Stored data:
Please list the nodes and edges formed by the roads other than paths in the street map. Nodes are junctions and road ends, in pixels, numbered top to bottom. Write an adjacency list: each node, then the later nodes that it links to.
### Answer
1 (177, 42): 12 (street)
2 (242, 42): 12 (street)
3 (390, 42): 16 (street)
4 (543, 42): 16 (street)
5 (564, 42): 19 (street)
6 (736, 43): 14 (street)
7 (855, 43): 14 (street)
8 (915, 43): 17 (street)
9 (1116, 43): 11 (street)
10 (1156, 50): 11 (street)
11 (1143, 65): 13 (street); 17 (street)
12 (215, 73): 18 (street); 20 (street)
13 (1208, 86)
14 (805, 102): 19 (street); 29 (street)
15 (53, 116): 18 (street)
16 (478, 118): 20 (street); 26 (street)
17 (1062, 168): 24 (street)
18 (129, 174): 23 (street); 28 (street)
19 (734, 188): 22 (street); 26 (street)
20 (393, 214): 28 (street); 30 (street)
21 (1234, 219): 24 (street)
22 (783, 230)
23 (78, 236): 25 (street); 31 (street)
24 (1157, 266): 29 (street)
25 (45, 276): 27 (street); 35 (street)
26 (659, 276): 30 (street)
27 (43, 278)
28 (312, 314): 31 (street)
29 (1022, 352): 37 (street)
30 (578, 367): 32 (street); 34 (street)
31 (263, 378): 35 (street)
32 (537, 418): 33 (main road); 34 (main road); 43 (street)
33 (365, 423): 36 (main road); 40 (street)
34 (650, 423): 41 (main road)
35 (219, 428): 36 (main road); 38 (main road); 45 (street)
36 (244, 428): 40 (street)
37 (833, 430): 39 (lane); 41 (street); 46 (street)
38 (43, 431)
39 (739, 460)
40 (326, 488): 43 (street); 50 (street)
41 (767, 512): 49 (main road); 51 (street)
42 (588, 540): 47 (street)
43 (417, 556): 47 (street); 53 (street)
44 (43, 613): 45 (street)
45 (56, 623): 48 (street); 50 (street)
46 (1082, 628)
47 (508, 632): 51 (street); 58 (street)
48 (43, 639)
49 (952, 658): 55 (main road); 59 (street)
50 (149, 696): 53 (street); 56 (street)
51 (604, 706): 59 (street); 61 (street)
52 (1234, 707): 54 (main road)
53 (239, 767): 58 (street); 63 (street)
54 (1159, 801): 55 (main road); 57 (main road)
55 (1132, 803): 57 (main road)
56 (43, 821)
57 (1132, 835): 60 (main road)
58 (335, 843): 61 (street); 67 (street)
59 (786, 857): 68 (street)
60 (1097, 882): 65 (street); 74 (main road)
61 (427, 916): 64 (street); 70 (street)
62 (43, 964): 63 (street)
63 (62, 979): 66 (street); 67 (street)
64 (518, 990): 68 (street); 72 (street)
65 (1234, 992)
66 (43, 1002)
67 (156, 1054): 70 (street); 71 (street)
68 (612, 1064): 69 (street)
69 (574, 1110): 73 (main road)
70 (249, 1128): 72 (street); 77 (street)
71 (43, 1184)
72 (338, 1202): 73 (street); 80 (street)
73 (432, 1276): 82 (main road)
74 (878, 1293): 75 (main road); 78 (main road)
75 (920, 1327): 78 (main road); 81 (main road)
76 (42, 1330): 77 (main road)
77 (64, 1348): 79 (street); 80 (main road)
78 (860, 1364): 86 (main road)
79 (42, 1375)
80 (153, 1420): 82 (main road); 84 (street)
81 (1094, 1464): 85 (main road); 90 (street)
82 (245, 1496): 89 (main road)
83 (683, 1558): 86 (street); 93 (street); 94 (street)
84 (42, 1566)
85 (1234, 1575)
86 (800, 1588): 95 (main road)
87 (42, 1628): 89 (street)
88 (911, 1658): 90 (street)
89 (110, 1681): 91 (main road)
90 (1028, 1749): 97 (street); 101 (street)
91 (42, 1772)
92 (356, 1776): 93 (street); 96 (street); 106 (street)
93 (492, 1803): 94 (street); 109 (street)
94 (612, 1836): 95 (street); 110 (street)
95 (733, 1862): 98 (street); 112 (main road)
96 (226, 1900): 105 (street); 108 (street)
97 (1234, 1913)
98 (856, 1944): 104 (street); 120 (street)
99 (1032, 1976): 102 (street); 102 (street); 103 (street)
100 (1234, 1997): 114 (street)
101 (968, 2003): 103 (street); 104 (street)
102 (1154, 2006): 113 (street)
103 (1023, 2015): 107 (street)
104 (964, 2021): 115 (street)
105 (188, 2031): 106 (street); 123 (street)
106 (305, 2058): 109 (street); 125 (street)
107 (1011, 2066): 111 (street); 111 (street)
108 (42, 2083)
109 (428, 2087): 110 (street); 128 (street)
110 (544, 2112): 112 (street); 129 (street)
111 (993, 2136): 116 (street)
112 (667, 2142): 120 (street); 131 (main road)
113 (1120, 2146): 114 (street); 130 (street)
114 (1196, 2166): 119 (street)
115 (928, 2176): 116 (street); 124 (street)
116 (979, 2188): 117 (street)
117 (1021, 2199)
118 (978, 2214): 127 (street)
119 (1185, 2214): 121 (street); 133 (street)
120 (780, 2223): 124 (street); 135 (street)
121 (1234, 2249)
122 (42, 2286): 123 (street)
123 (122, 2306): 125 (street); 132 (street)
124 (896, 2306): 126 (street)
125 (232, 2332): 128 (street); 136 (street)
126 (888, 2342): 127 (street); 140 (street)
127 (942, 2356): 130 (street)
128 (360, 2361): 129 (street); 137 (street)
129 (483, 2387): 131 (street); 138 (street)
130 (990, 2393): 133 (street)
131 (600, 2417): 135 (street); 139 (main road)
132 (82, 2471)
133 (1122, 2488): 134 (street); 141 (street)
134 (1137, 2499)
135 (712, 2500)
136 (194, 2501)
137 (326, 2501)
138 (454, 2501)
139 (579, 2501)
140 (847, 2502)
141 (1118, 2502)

- [ABOUT THIS EXERCISE]:
Give a word-for-word restatement of every record.

- [ANSWER SPACE]:
Please list the nodes and edges formed by the roads other than paths in the street map. Nodes are junctions and road ends, in pixels, numbered top to bottom. Write an adjacency list: each node, then the later nodes that it links to.
### Answer
1 (177, 42): 12 (street)
2 (242, 42): 12 (street)
3 (390, 42): 16 (street)
4 (543, 42): 16 (street)
5 (564, 42): 19 (street)
6 (736, 43): 14 (street)
7 (855, 43): 14 (street)
8 (915, 43): 17 (street)
9 (1116, 43): 11 (street)
10 (1156, 50): 11 (street)
11 (1143, 65): 13 (street); 17 (street)
12 (215, 73): 18 (street); 20 (street)
13 (1208, 86)
14 (805, 102): 19 (street); 29 (street)
15 (53, 116): 18 (street)
16 (478, 118): 20 (street); 26 (street)
17 (1062, 168): 24 (street)
18 (129, 174): 23 (street); 28 (street)
19 (734, 188): 22 (street); 26 (street)
20 (393, 214): 28 (street); 30 (street)
21 (1234, 219): 24 (street)
22 (783, 230)
23 (78, 236): 25 (street); 31 (street)
24 (1157, 266): 29 (street)
25 (45, 276): 27 (street); 35 (street)
26 (659, 276): 30 (street)
27 (43, 278)
28 (312, 314): 31 (street)
29 (1022, 352): 37 (street)
30 (578, 367): 32 (street); 34 (street)
31 (263, 378): 35 (street)
32 (537, 418): 33 (main road); 34 (main road); 43 (street)
33 (365, 423): 36 (main road); 40 (street)
34 (650, 423): 41 (main road)
35 (219, 428): 36 (main road); 38 (main road); 45 (street)
36 (244, 428): 40 (street)
37 (833, 430): 39 (lane); 41 (street); 46 (street)
38 (43, 431)
39 (739, 460)
40 (326, 488): 43 (street); 50 (street)
41 (767, 512): 49 (main road); 51 (street)
42 (588, 540): 47 (street)
43 (417, 556): 47 (street); 53 (street)
44 (43, 613): 45 (street)
45 (56, 623): 48 (street); 50 (street)
46 (1082, 628)
47 (508, 632): 51 (street); 58 (street)
48 (43, 639)
49 (952, 658): 55 (main road); 59 (street)
50 (149, 696): 53 (street); 56 (street)
51 (604, 706): 59 (street); 61 (street)
52 (1234, 707): 54 (main road)
53 (239, 767): 58 (street); 63 (street)
54 (1159, 801): 55 (main road); 57 (main road)
55 (1132, 803): 57 (main road)
56 (43, 821)
57 (1132, 835): 60 (main road)
58 (335, 843): 61 (street); 67 (street)
59 (786, 857): 68 (street)
60 (1097, 882): 65 (street); 74 (main road)
61 (427, 916): 64 (street); 70 (street)
62 (43, 964): 63 (street)
63 (62, 979): 66 (street); 67 (street)
64 (518, 990): 68 (street); 72 (street)
65 (1234, 992)
66 (43, 1002)
67 (156, 1054): 70 (street); 71 (street)
68 (612, 1064): 69 (street)
69 (574, 1110): 73 (main road)
70 (249, 1128): 72 (street); 77 (street)
71 (43, 1184)
72 (338, 1202): 73 (street); 80 (street)
73 (432, 1276): 82 (main road)
74 (878, 1293): 75 (main road); 78 (main road)
75 (920, 1327): 78 (main road); 81 (main road)
76 (42, 1330): 77 (main road)
77 (64, 1348): 79 (street); 80 (main road)
78 (860, 1364): 86 (main road)
79 (42, 1375)
80 (153, 1420): 82 (main road); 84 (street)
81 (1094, 1464): 85 (main road); 90 (street)
82 (245, 1496): 89 (main road)
83 (683, 1558): 86 (street); 93 (street); 94 (street)
84 (42, 1566)
85 (1234, 1575)
86 (800, 1588): 95 (main road)
87 (42, 1628): 89 (street)
88 (911, 1658): 90 (street)
89 (110, 1681): 91 (main road)
90 (1028, 1749): 97 (street); 101 (street)
91 (42, 1772)
92 (356, 1776): 93 (street); 96 (street); 106 (street)
93 (492, 1803): 94 (street); 109 (street)
94 (612, 1836): 95 (street); 110 (street)
95 (733, 1862): 98 (street); 112 (main road)
96 (226, 1900): 105 (street); 108 (street)
97 (1234, 1913)
98 (856, 1944): 104 (street); 120 (street)
99 (1032, 1976): 102 (street); 102 (street); 103 (street)
100 (1234, 1997): 114 (street)
101 (968, 2003): 103 (street); 104 (street)
102 (1154, 2006): 113 (street)
103 (1023, 2015): 107 (street)
104 (964, 2021): 115 (street)
105 (188, 2031): 106 (street); 123 (street)
106 (305, 2058): 109 (street); 125 (street)
107 (1011, 2066): 111 (street); 111 (street)
108 (42, 2083)
109 (428, 2087): 110 (street); 128 (street)
110 (544, 2112): 112 (street); 129 (street)
111 (993, 2136): 116 (street)
112 (667, 2142): 120 (street); 131 (main road)
113 (1120, 2146): 114 (street); 130 (street)
114 (1196, 2166): 119 (street)
115 (928, 2176): 116 (street); 124 (street)
116 (979, 2188): 117 (street)
117 (1021, 2199)
118 (978, 2214): 127 (street)
119 (1185, 2214): 121 (street); 133 (street)
120 (780, 2223): 124 (street); 135 (street)
121 (1234, 2249)
122 (42, 2286): 123 (street)
123 (122, 2306): 125 (street); 132 (street)
124 (896, 2306): 126 (street)
125 (232, 2332): 128 (street); 136 (street)
126 (888, 2342): 127 (street); 140 (street)
127 (942, 2356): 130 (street)
128 (360, 2361): 129 (street); 137 (street)
129 (483, 2387): 131 (street); 138 (street)
130 (990, 2393): 133 (street)
131 (600, 2417): 135 (street); 139 (main road)
132 (82, 2471)
133 (1122, 2488): 134 (street); 141 (street)
134 (1137, 2499)
135 (712, 2500)
136 (194, 2501)
137 (326, 2501)
138 (454, 2501)
139 (579, 2501)
140 (847, 2502)
141 (1118, 2502)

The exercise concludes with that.